Department of Pharmacy, The Second Xiangya Hospital of Central South University, Changsha, Hunan Province, China.
School of Basic Medicine and Clinical Pharmacy, China Pharmaceutical University, Nanjing, Jiangsu, China.
Br J Clin Pharmacol. 2021 Apr;87(4):1890-1902. doi: 10.1111/bcp.14578. Epub 2020 Nov 5.
Voriconazole is a broad-spectrum antifungal agent for the treatment of invasive fungal infections. There is limited information about the pharmacokinetics and appropriate dosage of voriconazole in patients with liver dysfunction. This study aimed to explore the relationship between voriconazole trough concentration (C ) and toxicity, identify the factors significantly associated with voriconazole pharmacokinetic parameters and propose an optimised voriconazole dosing regimen for patients with liver dysfunction.
The study prospectively enrolled 51 patients with 272 voriconazole concentrations. Receiver operating characteristic curves were used to explore the relationship between voriconazole C and toxicity. The pharmacokinetic data was analysed with nonlinear mixed-effects method. Dosing simulations stratified by total bilirubin (TBIL, TBIL-1: TBIL < 51 μmol/L; TBIL-2: 51 μmol/L ≤ TBIL < 171 μmol/L; TBIL-3: TBIL ≥ 171 μmol/L) were performed.

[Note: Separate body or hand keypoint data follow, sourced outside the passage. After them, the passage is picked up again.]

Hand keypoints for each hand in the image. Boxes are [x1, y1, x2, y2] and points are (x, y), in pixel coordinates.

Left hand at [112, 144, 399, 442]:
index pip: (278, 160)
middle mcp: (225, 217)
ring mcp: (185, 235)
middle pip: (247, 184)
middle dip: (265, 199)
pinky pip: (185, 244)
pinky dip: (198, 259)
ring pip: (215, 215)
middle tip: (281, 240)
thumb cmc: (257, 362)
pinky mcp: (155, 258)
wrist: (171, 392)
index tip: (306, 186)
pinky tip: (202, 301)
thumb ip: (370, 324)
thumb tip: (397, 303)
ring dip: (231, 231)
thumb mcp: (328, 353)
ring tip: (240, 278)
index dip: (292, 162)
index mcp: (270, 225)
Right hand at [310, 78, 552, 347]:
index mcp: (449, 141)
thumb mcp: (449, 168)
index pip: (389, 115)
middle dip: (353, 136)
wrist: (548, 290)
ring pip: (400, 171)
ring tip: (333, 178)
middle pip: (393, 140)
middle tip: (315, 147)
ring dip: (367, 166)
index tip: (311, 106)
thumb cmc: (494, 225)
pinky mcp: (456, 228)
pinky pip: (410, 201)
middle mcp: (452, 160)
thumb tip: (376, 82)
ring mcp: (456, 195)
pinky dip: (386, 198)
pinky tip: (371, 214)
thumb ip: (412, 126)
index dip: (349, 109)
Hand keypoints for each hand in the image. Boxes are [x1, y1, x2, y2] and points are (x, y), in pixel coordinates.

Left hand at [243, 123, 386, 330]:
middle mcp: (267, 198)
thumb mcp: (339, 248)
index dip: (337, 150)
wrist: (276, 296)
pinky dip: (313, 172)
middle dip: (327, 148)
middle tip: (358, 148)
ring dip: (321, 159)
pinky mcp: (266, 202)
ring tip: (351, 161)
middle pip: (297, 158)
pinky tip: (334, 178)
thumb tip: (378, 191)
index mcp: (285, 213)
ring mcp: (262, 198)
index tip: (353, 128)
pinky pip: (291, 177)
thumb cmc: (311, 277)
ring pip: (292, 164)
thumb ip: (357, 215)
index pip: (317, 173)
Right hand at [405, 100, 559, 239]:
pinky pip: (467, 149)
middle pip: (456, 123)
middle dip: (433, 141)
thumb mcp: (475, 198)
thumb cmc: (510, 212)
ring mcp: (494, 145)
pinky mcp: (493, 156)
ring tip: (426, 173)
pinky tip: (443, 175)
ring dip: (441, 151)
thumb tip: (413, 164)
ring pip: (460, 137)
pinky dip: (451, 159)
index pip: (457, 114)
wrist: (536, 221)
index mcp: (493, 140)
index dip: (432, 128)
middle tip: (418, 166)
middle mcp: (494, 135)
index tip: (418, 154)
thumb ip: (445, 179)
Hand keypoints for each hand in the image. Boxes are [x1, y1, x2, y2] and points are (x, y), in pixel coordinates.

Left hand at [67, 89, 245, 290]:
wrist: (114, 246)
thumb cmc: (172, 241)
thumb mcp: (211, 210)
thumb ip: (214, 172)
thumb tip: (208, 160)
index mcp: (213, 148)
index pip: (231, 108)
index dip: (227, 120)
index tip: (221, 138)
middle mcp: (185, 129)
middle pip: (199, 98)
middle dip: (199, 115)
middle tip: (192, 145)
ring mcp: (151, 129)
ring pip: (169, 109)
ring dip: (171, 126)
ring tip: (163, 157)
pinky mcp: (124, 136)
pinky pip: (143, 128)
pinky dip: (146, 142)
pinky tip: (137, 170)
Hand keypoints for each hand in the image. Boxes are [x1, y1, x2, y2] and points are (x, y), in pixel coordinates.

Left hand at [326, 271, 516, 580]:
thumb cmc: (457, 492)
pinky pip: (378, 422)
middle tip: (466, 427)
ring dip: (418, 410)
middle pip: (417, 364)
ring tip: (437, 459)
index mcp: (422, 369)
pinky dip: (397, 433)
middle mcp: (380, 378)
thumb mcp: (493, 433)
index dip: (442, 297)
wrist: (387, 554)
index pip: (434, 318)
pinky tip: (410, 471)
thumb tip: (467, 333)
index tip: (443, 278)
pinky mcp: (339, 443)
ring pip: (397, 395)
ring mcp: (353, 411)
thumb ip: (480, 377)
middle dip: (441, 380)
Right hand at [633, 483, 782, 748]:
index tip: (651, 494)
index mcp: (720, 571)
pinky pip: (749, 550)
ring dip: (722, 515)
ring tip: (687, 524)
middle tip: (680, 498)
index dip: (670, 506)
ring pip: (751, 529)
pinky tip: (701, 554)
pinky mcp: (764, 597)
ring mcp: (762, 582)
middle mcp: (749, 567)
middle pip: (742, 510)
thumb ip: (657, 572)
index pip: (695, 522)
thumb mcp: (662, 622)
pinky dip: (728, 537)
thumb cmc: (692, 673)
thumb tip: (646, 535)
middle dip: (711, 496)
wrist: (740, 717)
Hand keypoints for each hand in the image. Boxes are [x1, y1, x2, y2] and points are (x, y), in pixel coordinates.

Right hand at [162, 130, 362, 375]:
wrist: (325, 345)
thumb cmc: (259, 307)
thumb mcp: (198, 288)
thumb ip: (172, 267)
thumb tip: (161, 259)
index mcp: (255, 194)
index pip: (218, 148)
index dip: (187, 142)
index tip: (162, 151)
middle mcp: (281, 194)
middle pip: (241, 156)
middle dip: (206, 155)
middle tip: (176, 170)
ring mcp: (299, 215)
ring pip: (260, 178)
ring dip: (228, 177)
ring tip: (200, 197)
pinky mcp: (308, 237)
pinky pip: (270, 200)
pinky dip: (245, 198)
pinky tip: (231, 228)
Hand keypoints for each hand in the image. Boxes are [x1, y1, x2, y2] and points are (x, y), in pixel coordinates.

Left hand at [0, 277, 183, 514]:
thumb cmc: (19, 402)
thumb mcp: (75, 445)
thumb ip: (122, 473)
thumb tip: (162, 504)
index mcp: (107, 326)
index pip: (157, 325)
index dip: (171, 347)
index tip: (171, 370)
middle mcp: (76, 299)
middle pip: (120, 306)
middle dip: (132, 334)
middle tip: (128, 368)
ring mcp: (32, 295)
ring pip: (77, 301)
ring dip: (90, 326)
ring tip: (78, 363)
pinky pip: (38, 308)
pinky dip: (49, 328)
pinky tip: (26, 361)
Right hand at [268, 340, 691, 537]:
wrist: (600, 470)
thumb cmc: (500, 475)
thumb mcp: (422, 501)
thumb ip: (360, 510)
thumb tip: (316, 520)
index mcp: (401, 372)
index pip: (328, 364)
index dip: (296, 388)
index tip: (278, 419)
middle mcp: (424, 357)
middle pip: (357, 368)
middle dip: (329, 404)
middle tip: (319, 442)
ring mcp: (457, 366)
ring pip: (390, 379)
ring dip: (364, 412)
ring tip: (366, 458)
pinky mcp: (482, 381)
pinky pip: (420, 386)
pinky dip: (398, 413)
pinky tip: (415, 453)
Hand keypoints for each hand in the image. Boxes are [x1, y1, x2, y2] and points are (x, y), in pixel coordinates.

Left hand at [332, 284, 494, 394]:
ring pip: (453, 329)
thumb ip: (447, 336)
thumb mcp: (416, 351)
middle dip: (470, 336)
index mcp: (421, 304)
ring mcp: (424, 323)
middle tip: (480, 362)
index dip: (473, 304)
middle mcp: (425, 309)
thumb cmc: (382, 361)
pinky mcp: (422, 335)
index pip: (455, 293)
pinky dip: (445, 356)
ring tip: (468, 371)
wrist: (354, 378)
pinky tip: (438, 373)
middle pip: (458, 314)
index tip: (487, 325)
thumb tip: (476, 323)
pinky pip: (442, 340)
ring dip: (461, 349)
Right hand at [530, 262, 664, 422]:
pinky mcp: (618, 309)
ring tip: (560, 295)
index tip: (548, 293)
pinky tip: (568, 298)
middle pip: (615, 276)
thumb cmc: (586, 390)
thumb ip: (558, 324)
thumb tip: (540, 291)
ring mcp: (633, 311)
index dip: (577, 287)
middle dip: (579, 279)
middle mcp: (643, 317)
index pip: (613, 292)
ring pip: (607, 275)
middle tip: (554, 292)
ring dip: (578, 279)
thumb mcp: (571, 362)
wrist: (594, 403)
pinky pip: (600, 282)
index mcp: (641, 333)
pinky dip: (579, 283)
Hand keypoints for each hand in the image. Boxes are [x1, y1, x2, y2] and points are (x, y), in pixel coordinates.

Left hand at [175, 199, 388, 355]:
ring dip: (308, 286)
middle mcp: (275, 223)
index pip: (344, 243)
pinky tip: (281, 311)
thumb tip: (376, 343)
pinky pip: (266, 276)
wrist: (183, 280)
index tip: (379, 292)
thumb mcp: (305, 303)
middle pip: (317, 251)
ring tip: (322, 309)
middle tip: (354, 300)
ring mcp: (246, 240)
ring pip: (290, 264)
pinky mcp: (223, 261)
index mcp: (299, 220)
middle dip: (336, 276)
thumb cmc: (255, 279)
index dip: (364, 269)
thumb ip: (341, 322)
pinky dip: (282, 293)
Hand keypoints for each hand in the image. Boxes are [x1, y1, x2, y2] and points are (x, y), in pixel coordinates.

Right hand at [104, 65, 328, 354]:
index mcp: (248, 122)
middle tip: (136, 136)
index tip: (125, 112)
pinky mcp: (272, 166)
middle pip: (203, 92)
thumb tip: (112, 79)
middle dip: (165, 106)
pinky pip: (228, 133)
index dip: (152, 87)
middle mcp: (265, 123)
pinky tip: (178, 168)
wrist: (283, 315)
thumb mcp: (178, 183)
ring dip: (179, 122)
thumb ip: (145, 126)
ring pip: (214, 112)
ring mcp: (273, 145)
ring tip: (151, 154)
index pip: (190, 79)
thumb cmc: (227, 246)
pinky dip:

Receiver operating characteristic curve analysis revealed that voriconazole C of ≤ 5.1 mg/L were associated with significantly lower the incidence of adverse events. A 1-compartment pharmacokinetic model with first-order absorption and elimination was used to describe the data. Population pharmacokinetic parameters of clearance, volume of distribution and oral bioavailability were 0.88 L/h, 148.8 L and 88.4%, respectively. Voriconazole clearance was significantly associated with TBIL and platelet count. The volume of distribution increased with body weight. Patients with TBIL-1 could be treated with a loading dose of 400 mg every 12 hours (q12h) for first day, followed by a maintenance dose of 100 mg q12h administered orally or intravenously. TBIL-2 and TBIL-3 patients could be treated with a loading dose of 200 mg q12h and maintenance doses of 50 mg q12h or 100 mg once daily and 50 mg once daily orally or intravenously, respectively.
Lower doses and longer dosing intervals should be considered for patients with liver dysfunction. TBIL-based dosing regimens provide a practical strategy for achieving voriconazole therapeutic range and therefore maximizing treatment outcomes.
伏立康唑是一种广谱抗真菌药物,用于治疗侵袭性真菌感染。目前关于肝功能不全患者伏立康唑的药代动力学和合适剂量的信息有限。本研究旨在探讨伏立康唑谷浓度(C)与毒性之间的关系,确定与伏立康唑药代动力学参数显著相关的因素,并为肝功能不全患者提出优化的伏立康唑给药方案。
本研究前瞻性纳入 51 例患者,共 272 个伏立康唑浓度。采用受试者工作特征曲线(ROC 曲线)探讨伏立康唑 C 与毒性之间的关系。采用非线性混合效应模型分析药代动力学数据。根据总胆红素(TBIL)进行分层给药模拟(TBIL-1:TBIL<51 μmol/L;TBIL-2:51 μmol/L≤TBIL<171 μmol/L;TBIL-3:TBIL≥171 μmol/L)。
ROC 曲线分析显示,伏立康唑 C 值≤5.1mg/L 与不良反应发生率显著降低相关。采用一室模型加吸收和消除的一级动力学过程描述数据。清除率、分布容积和口服生物利用度的群体药代动力学参数分别为 0.88 L/h、148.8 L 和 88.4%。伏立康唑清除率与 TBIL 和血小板计数显著相关。分布容积随体重增加而增加。TBIL-1 患者第 1 天可给予负荷剂量 400mg,q12h,随后给予维持剂量 100mg,q12h,口服或静脉给药。TBIL-2 和 TBIL-3 患者可给予负荷剂量 200mg,q12h,维持剂量 50mg,q12h,或 100mg,qd,口服或静脉给药;50mg,qd,口服或静脉给药。
肝功能不全患者应考虑降低剂量和延长给药间隔。基于 TBIL 的给药方案为实现伏立康唑治疗窗和最大治疗效果提供了一种实用策略。